If two withdraw calls are executed simultaneously without proper handling of shared state, inconsistencies may arise similar to those seen in multi-threaded environments.

Understanding Race Conditions in Asynchronous Programming

The Withdraw Function and Balance Check

The withdraw function is called with an amount of 100, initiating a concurrent execution process where the balance is checked against this amount.

The first check confirms that the balance (100) is sufficient for the withdrawal, allowing entry into an asynchronous function while yielding control back to the event loop.

A second concurrent execution begins, repeating the balance check. It also confirms that 100 is less than or equal to 100, leading to another async function call.

Control Yielding and Balance Update

Each time await is called, control of CPU resources is relinquished, enabling other tasks to execute while waiting for operations like database calls to complete.

After both async functions have executed, the balance has been updated to zero due to two withdrawals being processed concurrently without proper checks.

Consequences of Race Conditions

By the time the second withdrawal attempts its operation, it finds that the balance has already been reduced to zero. This leads to an invalid operation where instead of deducting from a positive balance, it tries subtracting from zero.

The resulting value becomes -100, which represents an inappropriate state for account balances and highlights how race conditions can occur even in single-threaded async setups.

Preventing Race Conditions

Lock Mechanisms

To prevent race conditions, various mechanisms exist; one common method involves using locks or mutexes in programming languages like Python.

Before executing critical sections of code (like updating balances), a lock must be acquired so that only one thread can access this section at any given time.

Alternative Solutions

Other techniques include message-passing systems such as channels in Go programming language. These allow goroutines to communicate without directly sharing variables.

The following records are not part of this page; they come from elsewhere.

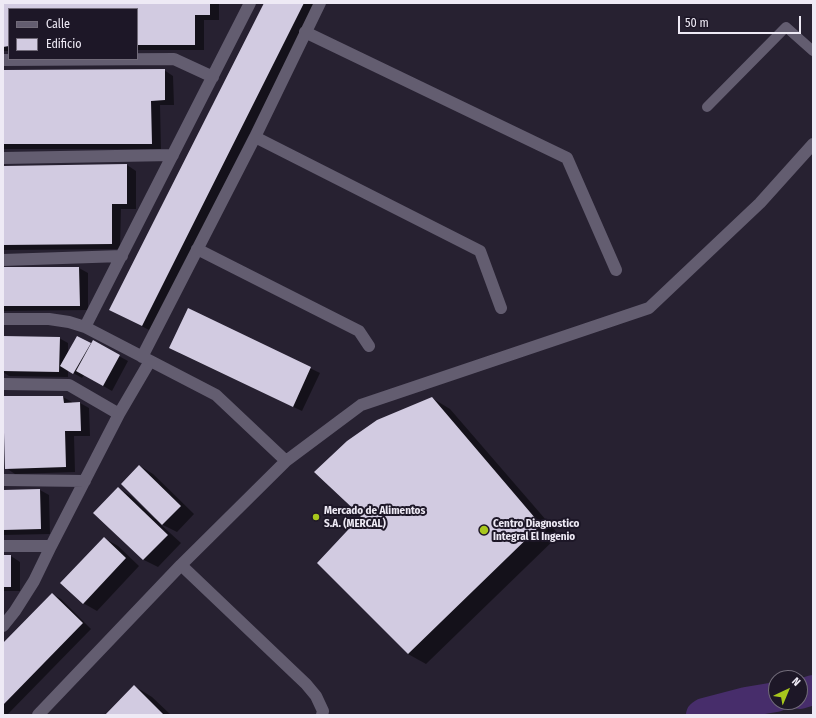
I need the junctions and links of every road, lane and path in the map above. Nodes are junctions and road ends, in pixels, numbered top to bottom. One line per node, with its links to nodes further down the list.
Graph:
1 (250, 3): 6 (street)
2 (320, 3): 3 (street)
3 (305, 32): 8 (street); 15 (street)
4 (813, 50): 7 (lane)
5 (3, 60): 6 (street)
6 (213, 77): 10 (street)
7 (707, 107)
8 (255, 137): 12 (street); 16 (street)
9 (813, 144): 23 (street)
10 (173, 155): 11 (street); 13 (street)
11 (3, 158)
12 (197, 249): 19 (street); 20 (street)
13 (122, 256): 14 (street); 18 (street)
14 (3, 260)
15 (616, 270)
16 (501, 308)
17 (3, 319): 18 (street)
18 (85, 327): 20 (street)
19 (369, 346)
20 (146, 359): 22 (street); 23 (street)
21 (3, 384): 22 (street)
22 (119, 414): 25 (street)
23 (286, 461): 28 (street)
24 (3, 480): 25 (street)
25 (84, 481): 27 (street)
26 (3, 546): 27 (street)
27 (51, 546): 29 (street)
28 (181, 565): 30 (street); 31 (street)
29 (3, 626)
30 (38, 715)
31 (322, 715)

Key Concepts: IO Bound vs. CPU Bound Workloads

Understanding Workload Types

The primary focus of this discussion revolves around distinguishing between IO bound workloads (e.g., web servers and API gateways requiring high concurrency) versus CPU bound workloads (e.g., number crunching and data processing).

Efficiency Considerations

For IO bound tasks, asynchronous models are more efficient compared to traditional threading models due to their ability to handle multiple connections simultaneously without blocking.

Conclusion on Concurrency Models

Conversely, CPU bound tasks benefit from parallelism through threads since they require intensive computation rather than waiting on IO operations.

Understanding IO and Parallelism in Backend Development

Key Concepts of IO and Parallelism

The discussion highlights the importance of Input/Output (IO) operations, which include making external API calls and interacting with databases.

It emphasizes that these IO operations are crucial for backend development, as they often dictate how efficiently a system can perform tasks.

The concept of parallelism is introduced, explaining that it allows multiple CPU cores to execute different tasks simultaneously.

However, the speaker notes that most backend work tends to focus more on concurrency rather than pure parallelism.

Concurrency involves managing multiple tasks at once but does not necessarily mean they are executed simultaneously; it's about structuring the program to handle many tasks effectively.